Review is early 2027 but I guess I’ll get the form a good while before that. Trying not to stress about it but it’s hard.

£70 a week wouldn't even cover my hospital transport let alone actual bills. I'm currently working part time but only because I had this job prior to being so ill. If I lost my current job nobody would hire me as I'm never there on paper I'm a terrible employee

Exactly, if I went to an interview and was honest about my health there’s no way anyone would employ me. And if I lied and got a job, it wouldn’t last very long as I’d do one day and then be too tired to go in for at least the next 2 days.

I'm the same i need recovery days i couldn't work 5 days in a row i would never pass the 12 week probationary period

I really hope no one decides I'm fit for work. I've got a different condition but I have to pace myself hugely to get anything done. I manage to do some extremely part time artwork, but I can only manage a few hours a month on that. All my energy goes on just getting through the day. I was out for a couple of hours at the weekend so I haven't been able to wash or change my clothes today.

There's no way on earth I can even look for work, let alone get a job. I already barely survive through each month. I don't even have the energy to sell things on Vinted for extra cash.

There is not even enough jobs out there anyway. Isnt it something like 800k jobs and 1.7 million job seekers. Chuck people off benefits and there will be even more competition. Employers are not charities. They want to employ the reliant and skilled
No one would hire me either. I would not even get an interview anyway

I've read your message and am empathetic about your situation. I'm curious about your diet: a can of Coke for breakfast, a pot noodle for lunch, and shop-bought pizza for tea. The nutrition is not good. Perhaps try a diet that aligns with the 'eat well' plate to help your energy levels. I'd be tired all day if I ate all that processed junk.
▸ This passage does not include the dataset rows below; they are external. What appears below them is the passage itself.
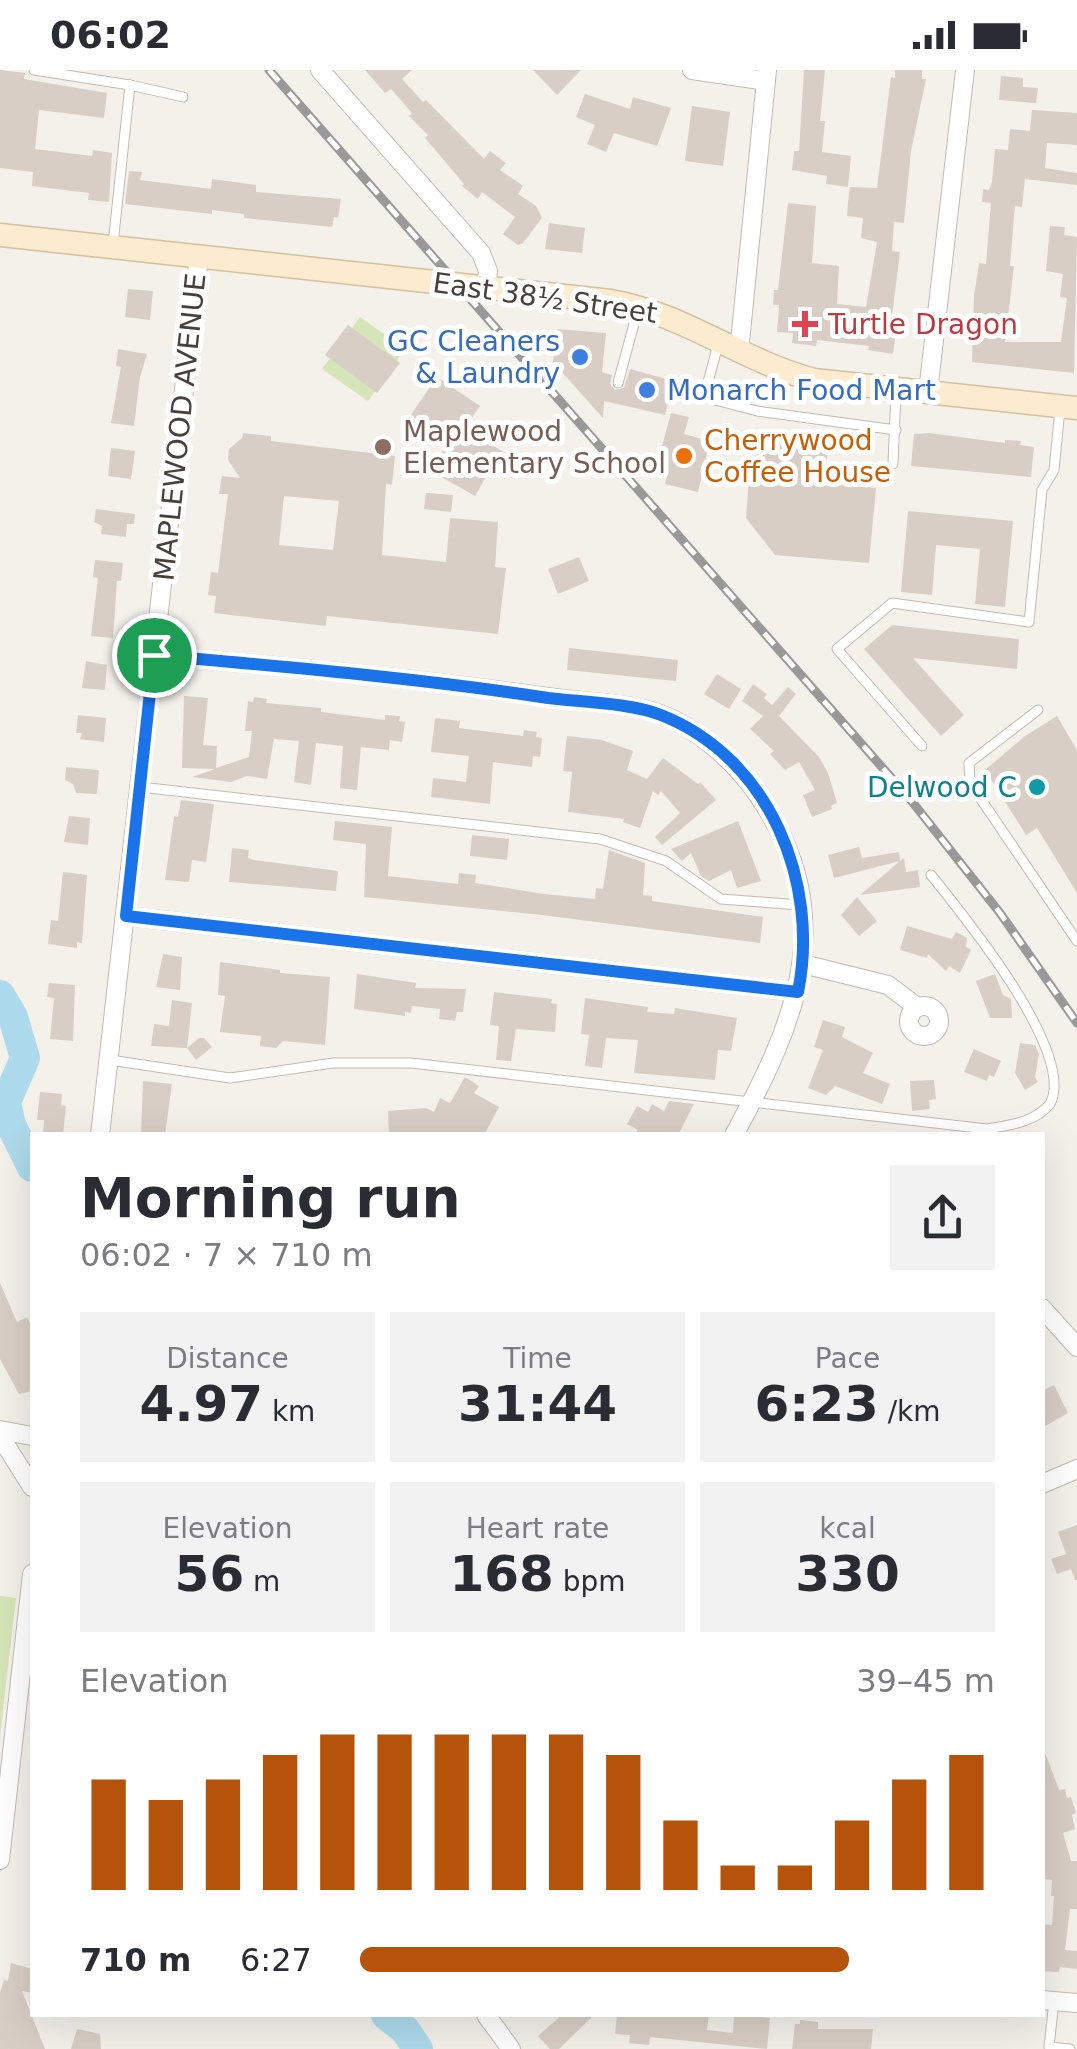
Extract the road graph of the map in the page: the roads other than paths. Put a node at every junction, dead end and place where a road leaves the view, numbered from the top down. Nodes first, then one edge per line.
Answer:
1 (34, 70) edge
2 (320, 70) edge
3 (692, 70) edge
4 (965, 70) edge
5 (767, 75) edge
6 (130, 85) junction
7 (183, 97) dead end
8 (0, 235) edge
9 (113, 247) junction
10 (199, 256) junction
11 (486, 289) junction
12 (639, 306) junction
13 (729, 347) junction
14 (618, 383) dead end
15 (896, 389) junction
16 (928, 392) junction
17 (1068, 407) edge
18 (896, 430) junction
19 (893, 464) dead end
20 (154, 655) junction
21 (1038, 710) dead end
22 (922, 746) dead end
23 (140, 787) junction
24 (930, 875) dead end
25 (803, 905) junction
26 (126, 916) junction
27 (1077, 941) edge
28 (803, 964) junction
29 (798, 992) junction
30 (917, 1007) dead end
31 (110, 1060) junction
32 (753, 1100) junction
33 (100, 1132) edge
34 (736, 1132) edge
35 (1045, 1310) edge
36 (1077, 1348) edge
37 (0, 1433) edge
38 (30, 1436) edge
39 (1077, 1469) edge
40 (1045, 1483) edge
41 (30, 1484) edge
42 (30, 1590) edge
43 (19, 1681) junction
44 (30, 1703) edge
45 (30, 1744) edge
46 (11, 1755) junction
47 (0, 1860) edge
48 (1048, 2000) edge
49 (1077, 2003) edge
50 (487, 2017) edge
51 (511, 2049) edge
52 (1070, 2049) edge

1 - 6 lane
2 - 11 street
3 - 5 street
4 - 16 street
5 - 13 street
6 - 7 lane
6 - 9 lane
8 - 9 street, East 38½ Street
9 - 10 street, East 38½ Street
10 - 11 street, East 38½ Street
10 - 20 street, MAPLEWOOD AVENUE
11 - 12 street, East 38½ Street
12 - 13 street, East 38½ Street
12 - 14 lane
13 - 15 street, East 38½ Street
13 - 18 lane
15 - 16 street, East 38½ Street
15 - 18 lane
16 - 17 street, East 38½ Street
17 - 22 lane
18 - 19 lane
20 - 23 street, MAPLEWOOD AVENUE
20 - 25 street
21 - 27 lane
23 - 25 lane
23 - 26 street, MAPLEWOOD AVENUE
24 - 32 lane
25 - 28 street
26 - 29 street
26 - 31 street, MAPLEWOOD AVENUE
28 - 29 street
28 - 30 street
29 - 32 street
31 - 32 lane
31 - 33 street, MAPLEWOOD AVENUE
32 - 34 street
35 - 36 street
37 - 38 street
37 - 41 street
39 - 40 street
42 - 43 street
43 - 44 street
43 - 46 street
45 - 46 street
46 - 47 street
48 - 49 street
48 - 52 lane
50 - 51 street

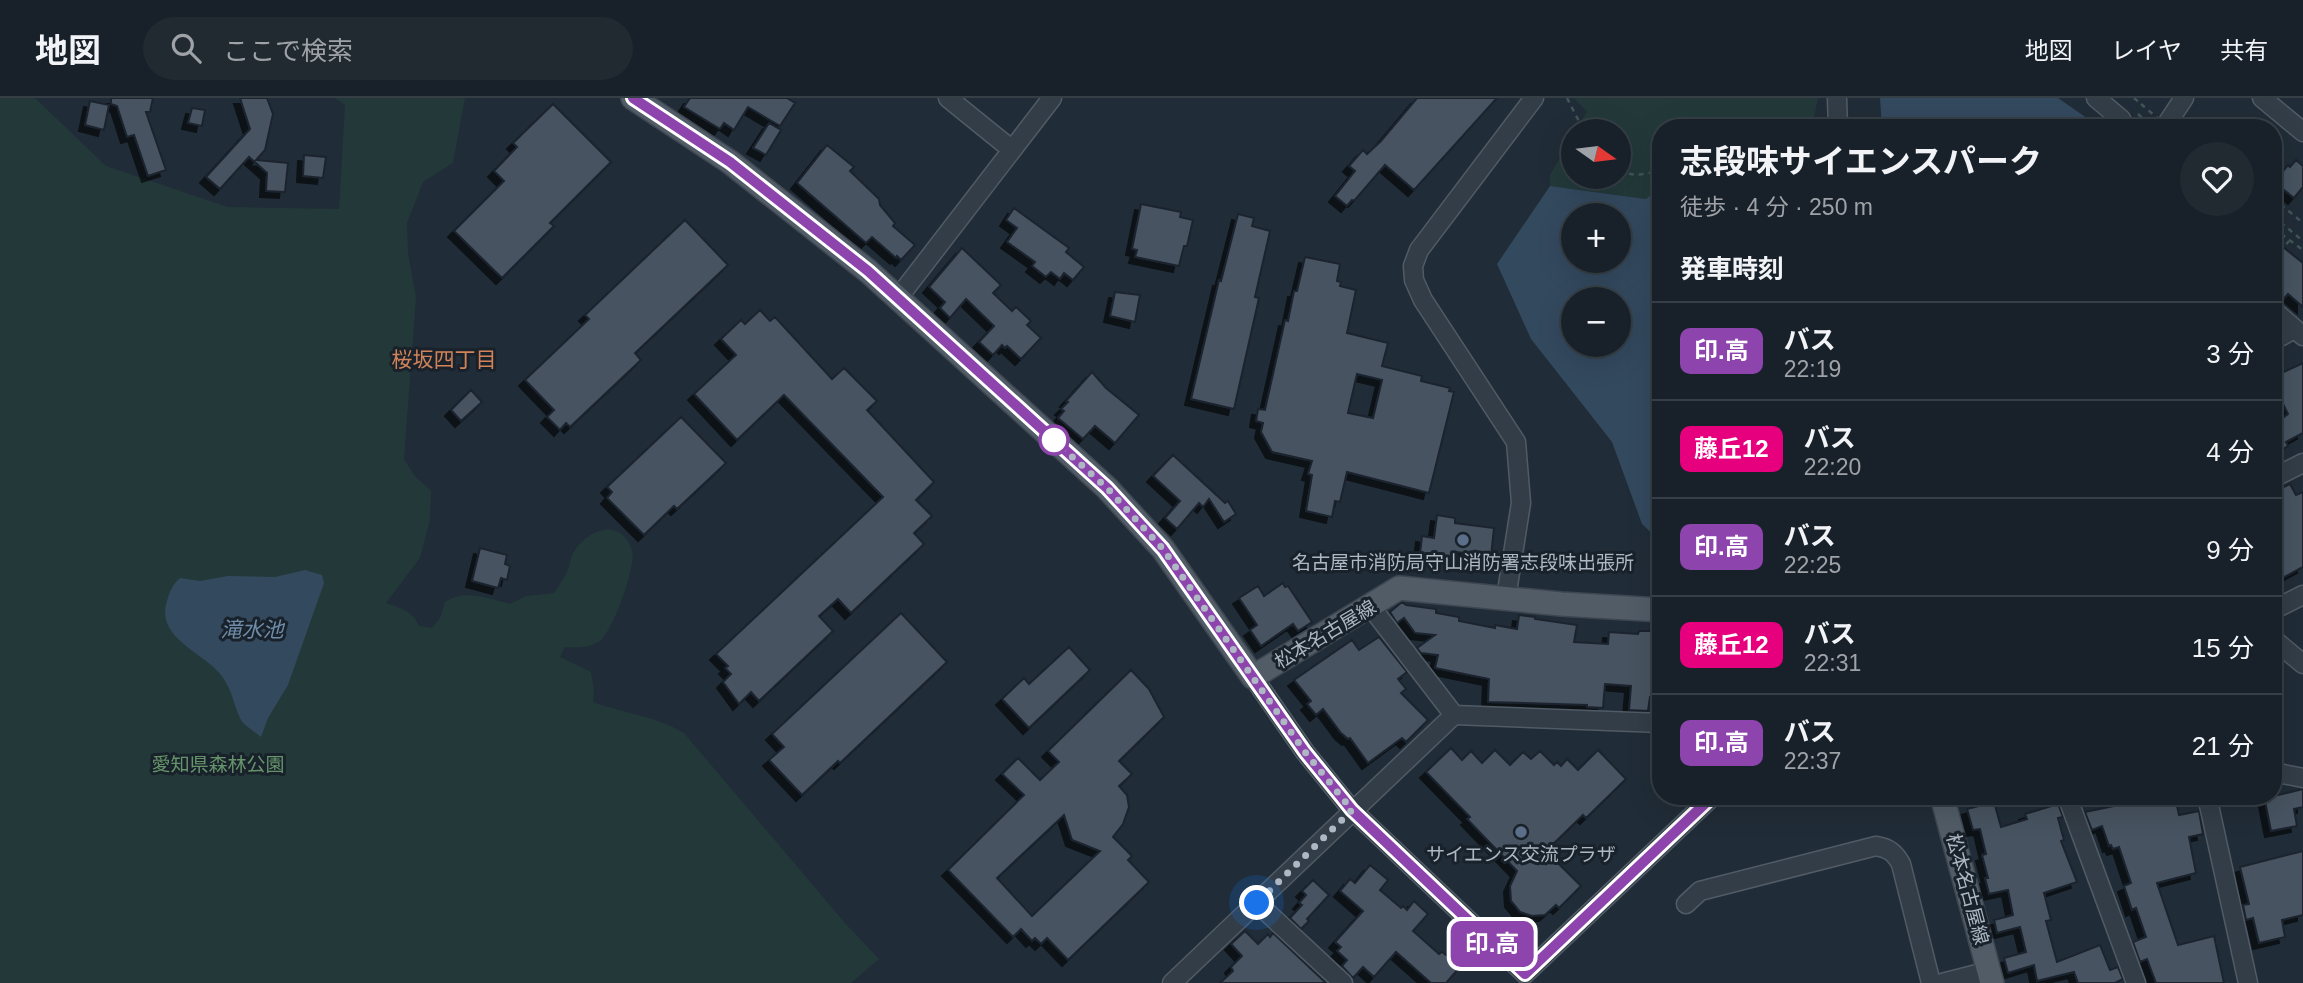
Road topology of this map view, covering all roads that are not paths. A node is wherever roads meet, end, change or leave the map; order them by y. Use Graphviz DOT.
graph roads {
  1 [pos="634,98"];
  2 [pos="948,98"];
  3 [pos="1052,98"];
  4 [pos="1534,98"];
  5 [pos="1837,98"];
  6 [pos="2096,98"];
  7 [pos="2184,98"];
  8 [pos="2262,98"];
  9 [pos="1838,119"];
  10 [pos="2121,119"];
  11 [pos="2171,119"];
  12 [pos="2303,132"];
  13 [pos="1011,149"];
  14 [pos="898,298"];
  15 [pos="2282,318"];
  16 [pos="2299,332"];
  17 [pos="2282,338"];
  18 [pos="2303,463"];
  19 [pos="2282,474"];
  20 [pos="2303,595"];
  21 [pos="1506,598"];
  22 [pos="2282,606"];
  23 [pos="1371,607"];
  24 [pos="1652,609"];
  25 [pos="2282,646"];
  26 [pos="2303,664"];
  27 [pos="1253,677"];
  28 [pos="1454,715"];
  29 [pos="1652,723"];
  30 [pos="2282,774"];
  31 [pos="2303,778"];
  32 [pos="1704,805"];
  33 [pos="1944,805"];
  34 [pos="2070,805"];
  35 [pos="2209,805"];
  36 [pos="1352,810"];
  37 [pos="1257,903"];
  38 [pos="1686,904"];
  39 [pos="1991,977"];
  40 [pos="1525,980"];
  41 [pos="1172,983"];
  42 [pos="1343,983"];
  43 [pos="1931,983"];
  44 [pos="1942,983"];
  45 [pos="2136,983"];
  46 [pos="2248,983"];
  1 -- 14 [label="main road, 松本名古屋線"];
  2 -- 13 [label="street"];
  3 -- 13 [label="street"];
  4 -- 21 [label="street"];
  5 -- 9 [label="street"];
  6 -- 10 [label="street"];
  7 -- 11 [label="street"];
  8 -- 12 [label="street"];
  13 -- 14 [label="street"];
  14 -- 27 [label="main road, 松本名古屋線"];
  15 -- 16 [label="street"];
  16 -- 17 [label="street"];
  18 -- 19 [label="street"];
  20 -- 22 [label="street"];
  21 -- 23 [label="main road, 松本名古屋線"];
  21 -- 24 [label="main road, 松本名古屋線"];
  23 -- 27 [label="main road, 松本名古屋線"];
  23 -- 28 [label="street"];
  25 -- 26 [label="street"];
  27 -- 36 [label="street"];
  28 -- 29 [label="street"];
  28 -- 36 [label="street"];
  30 -- 31 [label="street"];
  32 -- 40 [label="street"];
  33 -- 39 [label="main road, 松本名古屋線"];
  34 -- 45 [label="street"];
  35 -- 46 [label="street"];
  36 -- 37 [label="street"];
  36 -- 40 [label="street"];
  37 -- 41 [label="street"];
  37 -- 42 [label="street"];
  38 -- 43 [label="street"];
  39 -- 44 [label="street"];
}
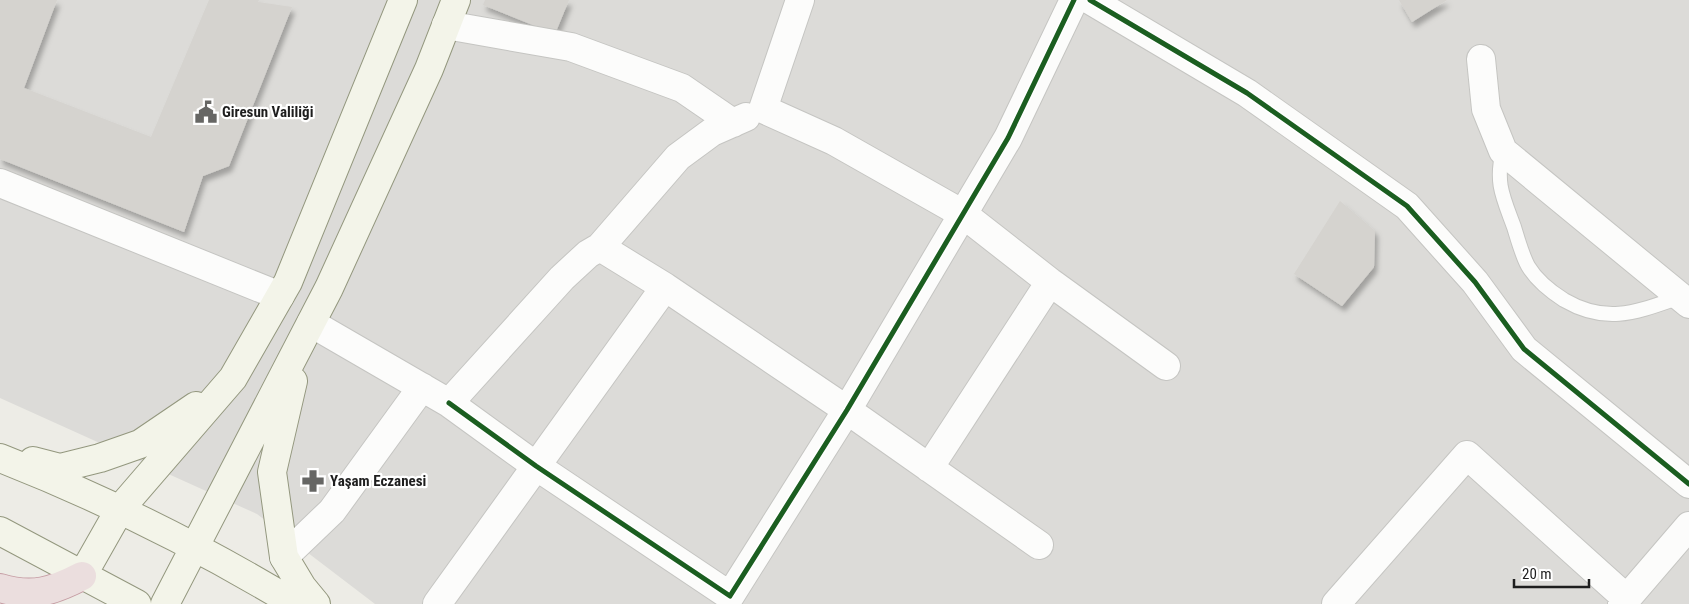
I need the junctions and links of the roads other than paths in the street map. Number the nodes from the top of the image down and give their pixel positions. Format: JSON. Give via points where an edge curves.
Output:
{"nodes":[{"id":1,"x":403,"y":0,"type":"edge"},
{"id":2,"x":456,"y":0,"type":"edge"},
{"id":3,"x":800,"y":0,"type":"edge"},
{"id":4,"x":1074,"y":0,"type":"edge"},
{"id":5,"x":1090,"y":0,"type":"edge"},
{"id":6,"x":446,"y":25,"type":"junction"},
{"id":7,"x":1481,"y":58,"type":"dead end"},
{"id":8,"x":763,"y":109,"type":"junction"},
{"id":9,"x":733,"y":123,"type":"junction"},
{"id":10,"x":1503,"y":150,"type":"junction"},
{"id":11,"x":0,"y":183,"type":"edge"},
{"id":12,"x":963,"y":214,"type":"junction"},
{"id":13,"x":600,"y":246,"type":"junction"},
{"id":14,"x":1050,"y":282,"type":"junction"},
{"id":15,"x":665,"y":287,"type":"junction"},
{"id":16,"x":280,"y":296,"type":"junction"},
{"id":17,"x":1684,"y":300,"type":"edge"},
{"id":18,"x":307,"y":333,"type":"junction"},
{"id":19,"x":1166,"y":366,"type":"dead end"},
{"id":20,"x":233,"y":378,"type":"junction"},
{"id":21,"x":422,"y":387,"type":"junction"},
{"id":22,"x":449,"y":403,"type":"junction"},
{"id":23,"x":847,"y":410,"type":"junction"},
{"id":24,"x":0,"y":456,"type":"edge"},
{"id":25,"x":536,"y":466,"type":"junction"},
{"id":26,"x":929,"y":468,"type":"junction"},
{"id":27,"x":1689,"y":484,"type":"edge"},
{"id":28,"x":120,"y":509,"type":"junction"},
{"id":29,"x":1689,"y":526,"type":"edge"},
{"id":30,"x":0,"y":531,"type":"edge"},
{"id":31,"x":1039,"y":545,"type":"dead end"},
{"id":32,"x":194,"y":547,"type":"junction"},
{"id":33,"x":284,"y":557,"type":"junction"},
{"id":34,"x":82,"y":576,"type":"junction"},
{"id":35,"x":0,"y":588,"type":"edge"},
{"id":36,"x":733,"y":601,"type":"edge"},
{"id":37,"x":1625,"y":602,"type":"edge"},
{"id":38,"x":137,"y":604,"type":"edge"},
{"id":39,"x":165,"y":604,"type":"edge"},
{"id":40,"x":295,"y":604,"type":"edge"},
{"id":41,"x":316,"y":604,"type":"edge"},
{"id":42,"x":437,"y":604,"type":"edge"},
{"id":43,"x":1336,"y":604,"type":"edge"}],
"edges":[{"from":1,"to":16,"type":"street"},
{"from":2,"to":6,"type":"street"},
{"from":3,"to":8,"type":"street"},
{"from":4,"to":12,"type":"street","via":[[1008,138]]},
{"from":5,"to":27,"type":"street","via":[[1247,92],[1407,206],[1475,282],[1524,349]]},
{"from":6,"to":9,"type":"street","via":[[571,47],[682,88]]},
{"from":6,"to":18,"type":"street","via":[[429,69]]},
{"from":7,"to":10,"type":"street","via":[[1486,110]]},
{"from":8,"to":9,"type":"street"},
{"from":8,"to":12,"type":"street","via":[[834,141]]},
{"from":9,"to":13,"type":"street","via":[[712,132],[678,157]]},
{"from":10,"to":17,"type":"street"},
{"from":10,"to":17,"type":"lane","via":[[1498,171],[1501,193],[1528,266],[1545,286],[1582,310],[1601,314],[1628,314]]},
{"from":11,"to":16,"type":"street"},
{"from":12,"to":14,"type":"street"},
{"from":12,"to":23,"type":"street"},
{"from":13,"to":15,"type":"street"},
{"from":13,"to":22,"type":"street","via":[[562,278]]},
{"from":14,"to":19,"type":"street"},
{"from":14,"to":26,"type":"street"},
{"from":15,"to":23,"type":"street"},
{"from":15,"to":25,"type":"street"},
{"from":16,"to":20,"type":"street"},
{"from":18,"to":21,"type":"street"},
{"from":18,"to":32,"type":"street"},
{"from":18,"to":33,"type":"street","via":[[272,472]]},
{"from":20,"to":24,"type":"street","via":[[167,428],[140,444],[100,458],[60,468]]},
{"from":20,"to":28,"type":"street"},
{"from":21,"to":22,"type":"street"},
{"from":21,"to":33,"type":"street","via":[[332,511]]},
{"from":22,"to":25,"type":"street"},
{"from":23,"to":26,"type":"street"},
{"from":23,"to":36,"type":"street"},
{"from":24,"to":28,"type":"street"},
{"from":25,"to":36,"type":"street"},
{"from":25,"to":42,"type":"street"},
{"from":26,"to":31,"type":"street"},
{"from":28,"to":32,"type":"street"},
{"from":28,"to":34,"type":"street"},
{"from":29,"to":37,"type":"street"},
{"from":30,"to":34,"type":"street"},
{"from":32,"to":39,"type":"street"},
{"from":32,"to":40,"type":"street"},
{"from":33,"to":41,"type":"street"},
{"from":34,"to":35,"type":"highway","via":[[56,590],[30,593]]},
{"from":34,"to":38,"type":"street"},
{"from":37,"to":43,"type":"street","via":[[1467,455]]}]}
Your day describes mine almost. I often say I think I have ME as I feel constantly exhausted and can’t do too much. DP doesn’t understand and thinks I should do more exercise but doesn’t realise that tires me out more. I totally feel your pain with that regards.

I’ve never bothered going to the GP because I don’t feel they’ll believe me because there isn’t an actual test and is down to individual experience. I don’t think everyone feels this tired but I feel people would think I’m telling lies so I rarely tell anyone. I don’t receive any government help financially as my DH supports me but I’d be screwed if he left.

It’s a sad state of affairs but you’re NBU to worry as it seems it’s easy pickings for them

Me neither, I have about 6 bin bags full of clothes that I’ve been meaning to sell for at least 5 years that I haven’t had the energy to list. Most of it will be so out of date now that it won’t be worth anything anyway.

I understand. I can only work part time due to paranoia & fatigue as have Schizoaffective disorder & epilepsy so on lots of meds (that are not very effective so I get paranoia, hallucinations, mood cycles of depression & hypomania, also partial seizures).
I get PIP which helps me financially but I am struggling to stay in work due to my symptoms.
but I would probably struggle to meet the new PIP criteria.
I have an award until 2029 and Im hoping things will be a bit chaotic for a while allowing me to do some training to do a wfh job that might pay well fuck knows what.
At present I’m a pt care assistant but I know I’m really slow at my job although I’m thorough & conscientious.

No the nutrition isn’t good, but to eat non-processed food (ie make meals from scratch) requires energy that I very rarely have.

Same here. Loads of stuff and clothing all in bags. My house is full of it. I dont have the spoons to deal with it all. It is hard enough to get through the day.

I have days where I struggle to shower and cook meals, even just to switch on the microwave. Which is ironic given my job!! But I don’t go to work on the bad days.
if my meds worked 100% I would be ok.

This is my worry, CFS is one of those conditions they can’t test for and so it goes on self reporting, so in terms of providing evidence it’s hard. And I know even a lot of GPs don’t really understand it or believe in it, although luckily mine does. I don’t have a husband or anyone that can support me if/when I can’t support myself.